Europeans developed the Atlantic slave trade, and American plantation slavery, at a time when they had turned their back on slavery at home. African slavery was encountered in the early European trading missions, but it was the shortage of labour in the Americas that sealed the Africans’ fate. The swift collapse of the population of native peoples in the Americas through disease, and the relative scarcity of European labour, made the development of American settlements tenuous. Neither European free labour nor Amerindian labour (free or enslaved) was adequate to the tasks of mining precious metals or cultivating tropical and semi-tropical produce. African slavery offered a solution, not least because it had been tried with great success on the sugar plantations in the islands in the Gulf of Guinea. Thus, at a time when the idea of enslaving fellow Europeans had disappeared, settlers in the Americas found African slaves an irresistible temptation.

A depiction of a 19th-century slave auction in the West Indies.
A depiction of a 19th-century slave auction in the West Indies. Slave labour broke in the land in Europe’s colonies. (Image by Getty Images)

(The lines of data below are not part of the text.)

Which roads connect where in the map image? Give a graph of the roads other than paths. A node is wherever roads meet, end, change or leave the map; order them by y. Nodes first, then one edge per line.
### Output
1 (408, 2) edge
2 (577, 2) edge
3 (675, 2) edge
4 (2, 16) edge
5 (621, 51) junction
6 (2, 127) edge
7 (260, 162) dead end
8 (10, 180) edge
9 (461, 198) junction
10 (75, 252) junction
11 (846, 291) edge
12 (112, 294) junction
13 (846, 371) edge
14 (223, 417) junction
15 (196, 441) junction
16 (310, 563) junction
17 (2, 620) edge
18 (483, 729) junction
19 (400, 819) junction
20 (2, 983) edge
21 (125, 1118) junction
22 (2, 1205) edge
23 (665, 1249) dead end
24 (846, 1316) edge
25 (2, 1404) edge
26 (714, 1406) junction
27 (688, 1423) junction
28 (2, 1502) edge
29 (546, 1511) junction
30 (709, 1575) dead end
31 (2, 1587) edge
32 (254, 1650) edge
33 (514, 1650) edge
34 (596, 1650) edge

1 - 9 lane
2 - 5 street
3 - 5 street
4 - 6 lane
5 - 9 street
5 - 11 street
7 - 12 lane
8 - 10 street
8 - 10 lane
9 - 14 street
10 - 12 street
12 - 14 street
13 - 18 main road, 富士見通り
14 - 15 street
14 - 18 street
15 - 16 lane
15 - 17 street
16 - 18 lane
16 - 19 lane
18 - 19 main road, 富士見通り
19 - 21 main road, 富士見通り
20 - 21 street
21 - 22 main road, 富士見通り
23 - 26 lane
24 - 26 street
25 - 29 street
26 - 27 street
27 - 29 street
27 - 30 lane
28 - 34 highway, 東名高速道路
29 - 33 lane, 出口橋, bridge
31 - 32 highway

A range of cultural justifications were offered for the enslavement and transportation of Africans as slaves, while Europeans quickly developed the maritime skills and practices needed to transport Africans in large numbers across the Atlantic. In the process, African slavery developed not merely as a vital economic force but as a legal concept. Laws governing slave ships and colonial plantation slavery evolved, and all hinged on the concept of the slave as a thing. Africans were bought and sold in the same manner as other items of commerce: they were cargo on board ships and part of the property on plantations. From the first, this created obvious legal and philosophical problems. What happened to slaves when they stepped ashore in the free societies of Europe? Did European rights apply to Africans? What were the boundaries between freedom and enslavement? Such questions, in various forms, taxed slave-holding societies throughout the history of African slavery. They were only finally resolved when the abolitionist concept 'Am I not a man/woman and a brother/sister?' was conceded in law in the course of the 19th century.


Why did the slave trade last so long?

Over three centuries, more than 12 million Africans were removed by Atlantic slave ships. More than 11 million survived to landfall in the Americas. Why did the trade last so long? Why did such huge numbers not create viable, thriving populations that increased of their own natural accord?

Firstly, the sexual composition of the captives was important. Where the sexual balance was uneven (with more men or more children), it was difficult for a slave population to grow naturally. Equally, the ill health of Africans landing on the slave ships often militated against normal or healthy patterns of childbearing. The physical and mental traumas of enslavement and travel, and especially the impact of the slave ships, impaired healthy reproduction, not to mention working and living conditions on the plantations. More complex still was the question of links between Africans and Europeans. In societies where slaves greatly outnumbered whites and where Africans dominated the slave force, African customs and habits persisted. Prolonged breast-feeding (common among many African women) tended to suppress the birth rate. Where female slaves had closer social links to European women (who tended to have shorter breast-feeding patterns), slave birth rates tended to be higher.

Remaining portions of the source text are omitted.